Republican and Democratic leaders on Capitol Hill really want to raise lawmakers’ salaries; their rank-and-file members just won’t let them.
Democrats this week shelved plans for a vote on legislation that would have created a cost-of-living increase in lawmakers’ salaries, saying they heard too much opposition from their most vulnerable members, who feared facing political attacks as they run for reelection back home.
They figured it would be a bad look to return home with higher pay, but no progress to show on health care or the other issues on which Democrats ran in 2018.
“We need to be balancing our budget and lowering our deficit before we take on cost of living increases,” Rep. Haley Stevens, a freshman Democrat from Michigan, told reporters. “Putting money back into the pocketbooks of every day Americans, not members of Congress.”
And Rep. Abigail Spanberger, a Democrat who won a GOP-leaning district in Virginia last year, called the salary fight a distraction when Congress “should really be focused on minimum wage workers.”
Ms. Spanberger was part of a 18-member bipartisan coalition that submitted an amendment to block the adjustment from going into effect.
“This Congress has had six months since it convened in January to address these issues but has not. Members from both parties are to blame. And yet, members from both parties seem to think they have earned a pay raise,” said Rep. Brian Fitzpatrick, Pennsylvania Republican and the lead sponsor of the amendment killing the pay raise.
“I am pleased that enough of my colleagues agreed to join me that we were able to force leadership to put this ridiculous raise on hold. I look forward to meeting House leadership at the negotiating table to ensure the Legislative Branch Appropriations Bill doesn’t include any pay increase for myself or any of my colleagues,” he added.
Most senators and representatives earn $174,000 a year in salaries, plus a sizable benefit package. That rate has frozen for a decade. The proposal Democratic leaders wanted to vote on this week would have meant a $4,500 bump in salary.
They thought they had a deal with GOP leaders but they said that fell by the wayside after the National Republican Congressional Committee, the House GOP’s campaign arm, made clear it would use the issue against lawmakers like Mr. Stevens.
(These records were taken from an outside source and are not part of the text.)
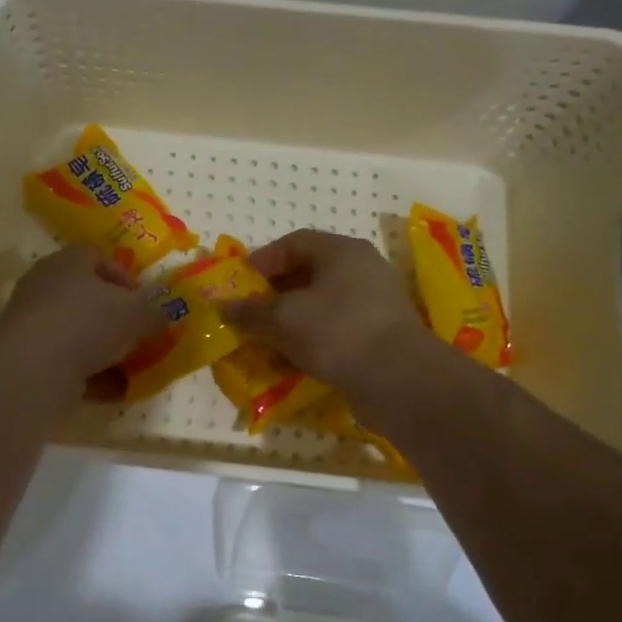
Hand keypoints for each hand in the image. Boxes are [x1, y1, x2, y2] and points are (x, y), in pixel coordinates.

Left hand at [0, 245, 164, 397]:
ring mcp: (36, 326)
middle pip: (88, 299)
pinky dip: (93, 377)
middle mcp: (47, 288)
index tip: (146, 302)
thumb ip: (154, 312)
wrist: (33, 368)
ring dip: (107, 351)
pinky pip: (70, 366)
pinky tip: (116, 391)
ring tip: (135, 368)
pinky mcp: (31, 361)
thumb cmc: (88, 322)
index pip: (98, 258)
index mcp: (69, 262)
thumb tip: (164, 314)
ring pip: (80, 335)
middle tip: (142, 336)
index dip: (126, 278)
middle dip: (118, 320)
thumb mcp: (136, 313)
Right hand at [225, 229, 434, 397]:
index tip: (241, 282)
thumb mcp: (283, 318)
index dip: (264, 259)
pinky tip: (290, 363)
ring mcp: (373, 305)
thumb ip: (251, 311)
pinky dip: (310, 342)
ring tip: (265, 341)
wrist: (398, 378)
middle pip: (309, 273)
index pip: (295, 242)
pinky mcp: (377, 337)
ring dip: (290, 322)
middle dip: (274, 294)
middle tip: (250, 312)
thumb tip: (224, 306)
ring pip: (321, 306)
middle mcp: (361, 270)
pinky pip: (335, 331)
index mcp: (341, 252)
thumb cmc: (336, 331)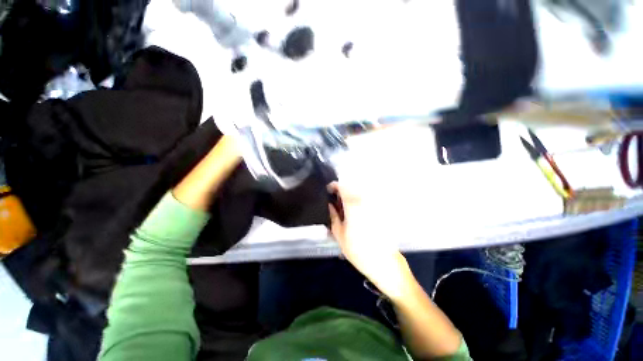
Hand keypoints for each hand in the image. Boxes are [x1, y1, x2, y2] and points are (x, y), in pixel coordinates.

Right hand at [327, 182, 412, 299]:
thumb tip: (330, 205)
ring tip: (345, 208)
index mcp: (353, 206)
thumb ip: (333, 216)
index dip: (334, 186)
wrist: (383, 262)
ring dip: (350, 196)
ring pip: (359, 193)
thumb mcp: (339, 234)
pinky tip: (356, 214)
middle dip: (342, 192)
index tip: (329, 190)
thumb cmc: (358, 250)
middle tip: (336, 201)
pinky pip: (367, 201)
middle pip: (352, 188)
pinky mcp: (380, 211)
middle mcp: (365, 202)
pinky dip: (359, 202)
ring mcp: (374, 206)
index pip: (343, 187)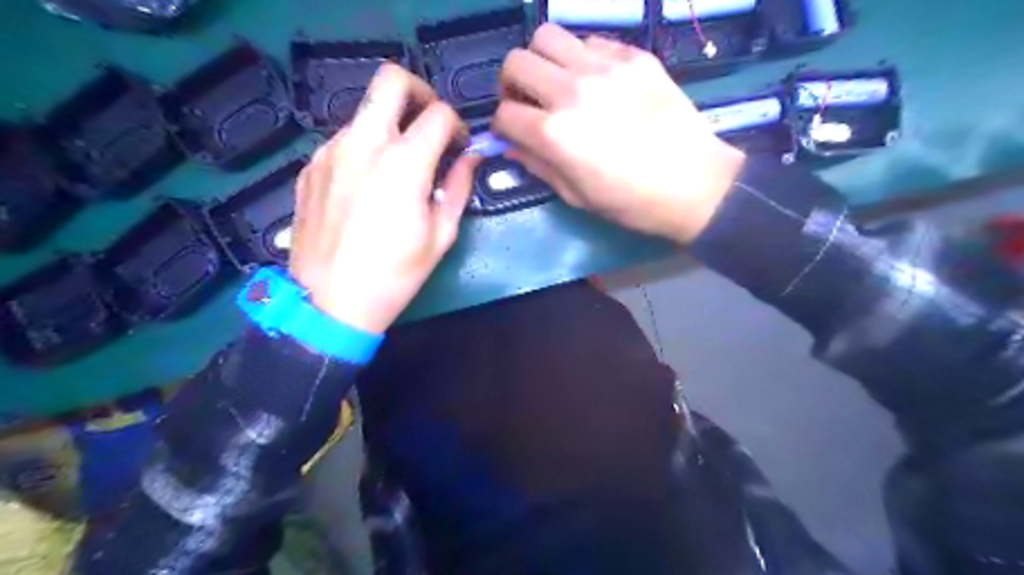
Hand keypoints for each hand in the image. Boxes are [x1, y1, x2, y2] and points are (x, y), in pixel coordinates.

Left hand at [288, 62, 479, 330]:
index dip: (457, 125)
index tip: (460, 146)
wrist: (329, 302)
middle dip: (419, 93)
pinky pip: (343, 141)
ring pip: (365, 113)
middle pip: (391, 81)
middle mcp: (364, 142)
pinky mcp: (310, 166)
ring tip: (396, 168)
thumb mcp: (441, 235)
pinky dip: (363, 150)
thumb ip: (459, 186)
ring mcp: (330, 151)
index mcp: (404, 162)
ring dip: (389, 127)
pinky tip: (366, 187)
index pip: (439, 114)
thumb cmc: (395, 274)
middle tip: (428, 124)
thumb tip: (470, 157)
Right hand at [493, 23, 745, 241]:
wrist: (694, 184)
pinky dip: (581, 58)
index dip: (502, 126)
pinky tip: (595, 81)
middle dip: (511, 84)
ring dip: (542, 60)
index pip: (504, 114)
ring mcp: (605, 68)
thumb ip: (537, 165)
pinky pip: (590, 41)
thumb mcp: (576, 195)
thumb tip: (511, 145)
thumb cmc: (631, 202)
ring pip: (547, 36)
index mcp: (555, 134)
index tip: (513, 134)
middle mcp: (571, 91)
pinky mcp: (634, 57)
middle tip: (528, 101)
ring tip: (557, 83)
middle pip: (515, 62)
Proponents of the pay bump acknowledge it looks bad politically, but called it necessary to improve Congress and ensure that people besides the wealthy can serve.
Rep. Pramila Jayapal, a leading liberal, warned that keeping salaries static encourages lawmakers to leave Congress and become lobbyists, peddling the influence they built up during their time in office.
“I think it lets in corruption,” said Ms. Jayapal, Washington Democrat. “I think it encourages people to leave for lucrative — but not helpful to people — jobs. And I think it keeps people out.”
Party leaders among both Republicans and Democrats said they’re worried not only about lawmakers not being able to make ends meet, but also about staff salaries, which are pegged to lawmakers’ pay — meaning they’ve been limited for years too.
“This is about the institution of the House of Representatives and the United States Senate and our ability to be competitive as an employer and to get the best and brightest,” said House Majority Leader Steny Hoyer, Maryland Democrat.
Mr. Hoyer said a cost-of-living increase isn’t the same as a pay raise, but rather a way to make sure inflation doesn’t outstrip salaries.
The Congressional Research Service says the $174,000-a-year salary has lost 15% of its buying power over the decade since it was last increased.
House Minority Leader Kevin McCarthy said he would like to see a path to an increase, and said he hoped his colleagues would “take a pause” to consider the idea.
“I do not want Congress at the end of the day to only be a place that millionaires serve. This should be a body of the people,” the California Republican said.
But rank-and-file Republicans said they’re not the ones agitating for the raise.
“I don’t know if it has any real groundswell of support,” Rep. Mark Meadows, North Carolina Republican and chairman of the conservative Freedom Caucus, told The Washington Times. “Congress needs to do its job.”
Rep. Nita Lowey, New York Democrat and chairwoman of the House Appropriations Committee, told reporters that she doesn’t think the cost of living issue will come back up soon.
“I never say ’never’ forever. But right now there’s a problem with it,” she said.